Behnke: “Yes, they are.”

Jones: “Will we be advised if they go back to the DA?”

Eyster: “We left those things in your chambers, judge, to safeguard Mr. Mulcahy. So when you say the search warrant has been unsatisfactory to the DA I don’t really know, because you haven’t let me see it.”

Behnke: “Since we’re all here and those computers are still in my office why don’t we—”

Eyster: “We have people in Lake County who can get into those computers and get what we want out of them.” (This may have marked the first reference in history to any kind of expertise coming out of Lake County.)

Milligan: “Your honor, this is overbroad! They have to be specific as to what they want. I mean, they could go in there and look at pictures of Mr. Mulcahy’s wife!” Say what you will about the DA's office there's no voyeur-perv indicators abroad in the office.
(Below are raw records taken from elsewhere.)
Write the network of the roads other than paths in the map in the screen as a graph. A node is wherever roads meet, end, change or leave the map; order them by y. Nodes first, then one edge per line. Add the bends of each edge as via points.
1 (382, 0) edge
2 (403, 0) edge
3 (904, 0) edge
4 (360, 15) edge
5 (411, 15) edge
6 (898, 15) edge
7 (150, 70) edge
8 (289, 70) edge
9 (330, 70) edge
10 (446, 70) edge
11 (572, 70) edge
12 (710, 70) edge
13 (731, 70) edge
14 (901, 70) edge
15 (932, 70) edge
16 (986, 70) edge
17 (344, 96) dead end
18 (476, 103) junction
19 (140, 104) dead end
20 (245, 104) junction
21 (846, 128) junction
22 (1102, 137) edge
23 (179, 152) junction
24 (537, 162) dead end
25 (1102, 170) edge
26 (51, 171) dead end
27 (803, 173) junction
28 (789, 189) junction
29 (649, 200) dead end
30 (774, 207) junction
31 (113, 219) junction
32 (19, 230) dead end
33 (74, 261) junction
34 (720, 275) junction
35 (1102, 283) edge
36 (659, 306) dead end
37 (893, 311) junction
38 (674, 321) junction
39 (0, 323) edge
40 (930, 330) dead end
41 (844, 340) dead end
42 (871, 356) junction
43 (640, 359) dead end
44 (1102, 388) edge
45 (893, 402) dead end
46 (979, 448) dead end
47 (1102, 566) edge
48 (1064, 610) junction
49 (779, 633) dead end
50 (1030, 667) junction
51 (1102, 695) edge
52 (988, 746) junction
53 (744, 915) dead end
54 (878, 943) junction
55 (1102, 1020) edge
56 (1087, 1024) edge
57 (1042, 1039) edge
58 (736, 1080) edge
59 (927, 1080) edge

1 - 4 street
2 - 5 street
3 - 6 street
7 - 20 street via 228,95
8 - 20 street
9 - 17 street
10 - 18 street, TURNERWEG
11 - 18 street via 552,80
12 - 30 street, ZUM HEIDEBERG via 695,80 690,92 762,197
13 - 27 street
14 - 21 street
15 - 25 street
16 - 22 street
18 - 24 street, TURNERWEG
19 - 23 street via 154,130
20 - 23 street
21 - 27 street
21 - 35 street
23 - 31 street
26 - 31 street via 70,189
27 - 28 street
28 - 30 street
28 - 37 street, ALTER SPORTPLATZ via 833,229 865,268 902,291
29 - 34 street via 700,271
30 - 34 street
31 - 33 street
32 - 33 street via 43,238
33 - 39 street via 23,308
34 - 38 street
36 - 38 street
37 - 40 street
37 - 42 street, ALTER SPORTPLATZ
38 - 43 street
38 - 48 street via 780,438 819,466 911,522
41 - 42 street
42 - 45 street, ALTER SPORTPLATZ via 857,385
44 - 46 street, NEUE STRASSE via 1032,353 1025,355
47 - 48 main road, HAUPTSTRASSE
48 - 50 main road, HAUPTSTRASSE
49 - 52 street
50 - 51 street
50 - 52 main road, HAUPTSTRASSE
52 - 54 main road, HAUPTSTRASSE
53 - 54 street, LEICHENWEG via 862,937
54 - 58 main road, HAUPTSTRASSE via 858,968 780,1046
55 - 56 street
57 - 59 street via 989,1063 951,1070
That we know of.

Behnke: “The Special Master couldn’t do what I wanted it to do in that regard because Mr. Mulcahy wouldn’t give up the password; and I said at the time that if Mr. Mulcahy wanted to go through it with the special master, to protect his personal materials, he could do that, but – lemme get an older file.”

The judge scurried into his office and came back with the older file.

Behnke: “Do you remember the September file? It was filed August 18th, at a pretrial hearing to see if Mr. Mulcahy would disclose the password. He declined and the court informed him that in that case, the computers would likely be turned over to the DA… and that’s the conclusion we’re at with the caveat of evidence code 952.”

Evidence Code 952 is lengthy and involved and has to do chiefly with confidential communications between client and lawyer.

Jones: “Can I simplify this?”

Behnke: “Please.”

Jones: “He [Eyster] shouldn’t be able to get the computers and then decide what or whatever is relevant. Let the Special Master open it up.”

Behnke: “Without the password, only law enforcement can open it up. And I’m gonna give it to them today.”

Jones: “It puts us in a difficult position of having law enforcement decide what’s relevant and what’s not. We need to be there, all of us, to be sure things are done right.”

Behanke: “We don’t have a facility for that.” Then, turning to Eyster, “Have your investigators take the computers from my office and get it done.”

No facilities for oversight in matters concerning personal privacy; no facilities for mental patients with legal problems; but plenty of disposable income for pricy wines and a humongous budget for protecting the privacy of winegrowers

2 Comments

  1. Dac Wheeler August 30, 2016

    Any follow up to this story???? What happened with this second retrial?

  2. Bruce McEwen Post author | August 30, 2016

    Wull, Doc, it fell into arrears. The monumental obstructionism that enabled the earlier mistrial has intensified from a snow storm into a blizzard, with some particularly houuuongry young attys taking up the howling at the wicked old moon. And, this, I’ve recently discovered, is why:
    The District Atty. wanted to pursue a case he believed in from the “get-go” but couldn’t afford the snow shouvellers to clear off the defendant’s paperwork, which came in by the forklifts-full.

    This is why Our Great Big Beautiful DA hired the Lt. Bird from Cmdnt R’s in hey, lighten up because it really okay to be a Democrat in Orange County — to handle this special case.

    Curious that you should bring it up at this particular time… did you get a jury summons, or are you an interested party?